» **Assignment**: Each line of the material that mentions the word "this" is to be copied.
** Available data follows **
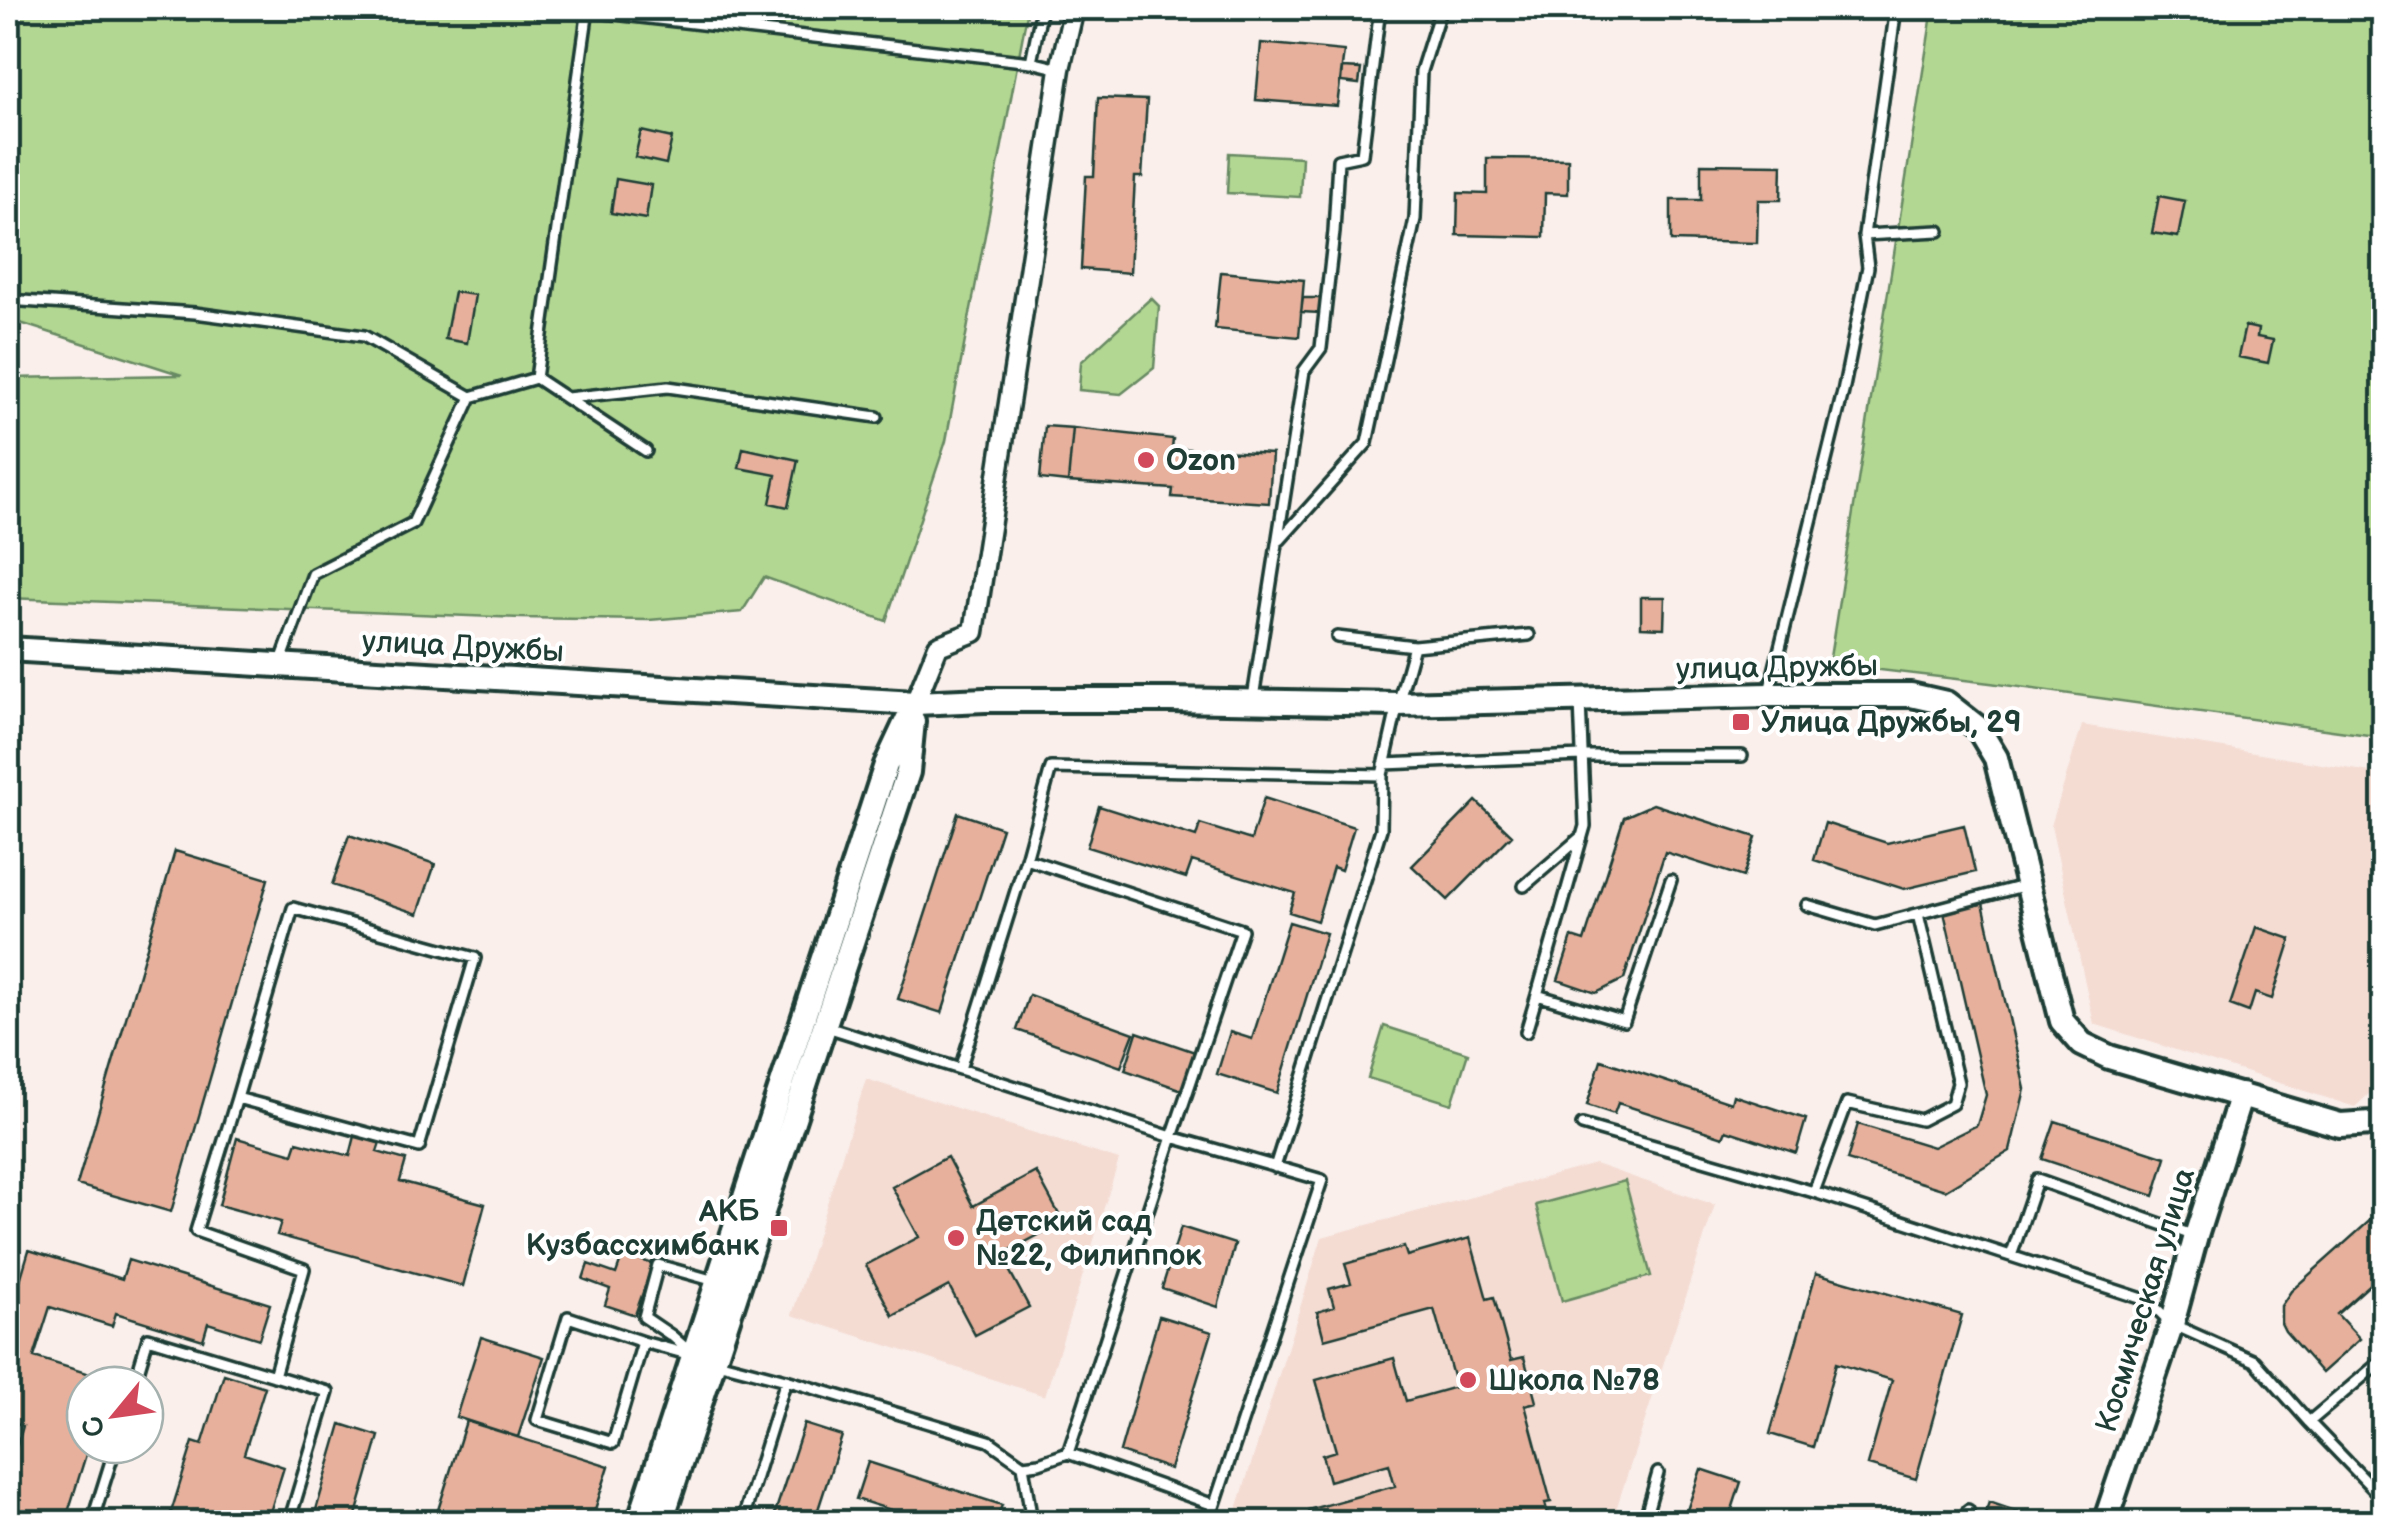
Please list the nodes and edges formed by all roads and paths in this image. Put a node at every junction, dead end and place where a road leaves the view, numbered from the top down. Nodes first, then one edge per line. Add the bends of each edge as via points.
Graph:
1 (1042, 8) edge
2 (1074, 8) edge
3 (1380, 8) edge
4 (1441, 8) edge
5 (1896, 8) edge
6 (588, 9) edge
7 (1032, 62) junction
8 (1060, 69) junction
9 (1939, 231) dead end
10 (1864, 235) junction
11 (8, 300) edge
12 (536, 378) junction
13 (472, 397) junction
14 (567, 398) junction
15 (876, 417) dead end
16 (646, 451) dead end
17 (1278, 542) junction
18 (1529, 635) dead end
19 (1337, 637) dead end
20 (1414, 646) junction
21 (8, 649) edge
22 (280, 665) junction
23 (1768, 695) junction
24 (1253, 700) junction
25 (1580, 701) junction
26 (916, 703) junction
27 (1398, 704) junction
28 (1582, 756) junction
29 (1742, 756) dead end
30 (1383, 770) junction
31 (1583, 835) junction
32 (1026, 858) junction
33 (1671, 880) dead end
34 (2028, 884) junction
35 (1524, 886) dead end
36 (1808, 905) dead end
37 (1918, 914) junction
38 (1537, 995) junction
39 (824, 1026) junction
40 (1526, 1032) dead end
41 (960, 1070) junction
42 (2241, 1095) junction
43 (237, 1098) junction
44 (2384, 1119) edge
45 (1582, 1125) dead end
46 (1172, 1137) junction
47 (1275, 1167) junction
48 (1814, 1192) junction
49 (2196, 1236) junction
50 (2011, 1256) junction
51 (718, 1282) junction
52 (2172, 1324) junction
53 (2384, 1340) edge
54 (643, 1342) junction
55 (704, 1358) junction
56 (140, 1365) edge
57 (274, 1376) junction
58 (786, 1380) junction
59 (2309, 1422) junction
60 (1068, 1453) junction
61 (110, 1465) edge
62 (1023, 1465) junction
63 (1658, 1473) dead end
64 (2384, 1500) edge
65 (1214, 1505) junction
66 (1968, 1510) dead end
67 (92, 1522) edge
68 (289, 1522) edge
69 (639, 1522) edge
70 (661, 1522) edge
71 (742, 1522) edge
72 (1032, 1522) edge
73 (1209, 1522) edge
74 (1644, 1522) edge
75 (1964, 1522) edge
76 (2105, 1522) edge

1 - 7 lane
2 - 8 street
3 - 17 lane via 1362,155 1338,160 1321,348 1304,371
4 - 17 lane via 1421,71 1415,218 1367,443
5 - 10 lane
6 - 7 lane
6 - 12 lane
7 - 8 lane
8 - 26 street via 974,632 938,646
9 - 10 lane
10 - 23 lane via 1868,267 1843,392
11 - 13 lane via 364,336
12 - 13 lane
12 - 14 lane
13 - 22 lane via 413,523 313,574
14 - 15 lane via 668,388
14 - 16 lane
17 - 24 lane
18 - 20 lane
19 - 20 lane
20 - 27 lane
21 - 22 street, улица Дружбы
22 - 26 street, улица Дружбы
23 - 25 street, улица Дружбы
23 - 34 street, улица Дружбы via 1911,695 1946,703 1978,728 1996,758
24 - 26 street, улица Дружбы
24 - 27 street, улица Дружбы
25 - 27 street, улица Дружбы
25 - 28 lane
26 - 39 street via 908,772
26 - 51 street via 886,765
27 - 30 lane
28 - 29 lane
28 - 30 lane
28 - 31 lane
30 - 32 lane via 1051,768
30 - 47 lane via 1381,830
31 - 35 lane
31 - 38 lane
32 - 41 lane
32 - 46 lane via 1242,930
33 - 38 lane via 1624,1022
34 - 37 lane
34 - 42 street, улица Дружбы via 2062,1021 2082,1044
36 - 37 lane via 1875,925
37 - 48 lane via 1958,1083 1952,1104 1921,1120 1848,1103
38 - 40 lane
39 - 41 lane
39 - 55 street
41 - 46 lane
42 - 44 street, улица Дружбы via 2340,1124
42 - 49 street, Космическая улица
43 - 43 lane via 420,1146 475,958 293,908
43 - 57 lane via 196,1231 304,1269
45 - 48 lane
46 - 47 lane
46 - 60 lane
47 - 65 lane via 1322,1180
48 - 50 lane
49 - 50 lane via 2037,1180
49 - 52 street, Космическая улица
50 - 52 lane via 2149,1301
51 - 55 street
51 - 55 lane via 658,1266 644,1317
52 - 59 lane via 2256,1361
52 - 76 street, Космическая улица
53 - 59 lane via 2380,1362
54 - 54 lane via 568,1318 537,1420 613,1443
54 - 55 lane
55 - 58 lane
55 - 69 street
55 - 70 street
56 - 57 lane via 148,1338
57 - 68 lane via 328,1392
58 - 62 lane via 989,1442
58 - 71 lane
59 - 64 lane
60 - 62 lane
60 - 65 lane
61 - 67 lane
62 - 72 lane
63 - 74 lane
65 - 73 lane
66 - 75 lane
** End of Available data **
** Available data follows **
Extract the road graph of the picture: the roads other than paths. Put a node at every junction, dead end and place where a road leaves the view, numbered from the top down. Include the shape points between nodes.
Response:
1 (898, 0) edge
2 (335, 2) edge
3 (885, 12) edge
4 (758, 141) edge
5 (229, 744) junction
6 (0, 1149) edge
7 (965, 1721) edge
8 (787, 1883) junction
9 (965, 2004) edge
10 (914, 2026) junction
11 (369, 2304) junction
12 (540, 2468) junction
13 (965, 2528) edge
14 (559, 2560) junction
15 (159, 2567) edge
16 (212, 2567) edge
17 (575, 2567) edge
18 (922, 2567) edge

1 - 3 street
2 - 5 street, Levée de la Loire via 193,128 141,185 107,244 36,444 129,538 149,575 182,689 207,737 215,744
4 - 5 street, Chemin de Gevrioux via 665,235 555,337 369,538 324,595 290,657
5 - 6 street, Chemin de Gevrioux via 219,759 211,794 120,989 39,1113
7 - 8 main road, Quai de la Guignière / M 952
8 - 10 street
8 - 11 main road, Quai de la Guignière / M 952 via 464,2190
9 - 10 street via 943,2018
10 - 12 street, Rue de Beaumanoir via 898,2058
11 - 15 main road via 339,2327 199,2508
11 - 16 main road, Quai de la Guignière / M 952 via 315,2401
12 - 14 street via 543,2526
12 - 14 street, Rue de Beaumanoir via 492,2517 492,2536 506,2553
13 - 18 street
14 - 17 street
** End of Available data **
** Available data follows **
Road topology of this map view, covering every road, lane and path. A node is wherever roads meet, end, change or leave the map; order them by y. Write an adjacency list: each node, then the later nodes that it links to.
** End of Available data **
» **Output below**:
Please list the nodes and edges formed by all roads and paths in this image. Put a node at every junction, dead end and place where a road leaves the view, numbered from the top down. Nodes first, then one edge per line. Add the bends of each edge as via points.
Road topology of this map view, covering every road, lane and path. A node is wherever roads meet, end, change or leave the map; order them by y. Write an adjacency list: each node, then the later nodes that it links to.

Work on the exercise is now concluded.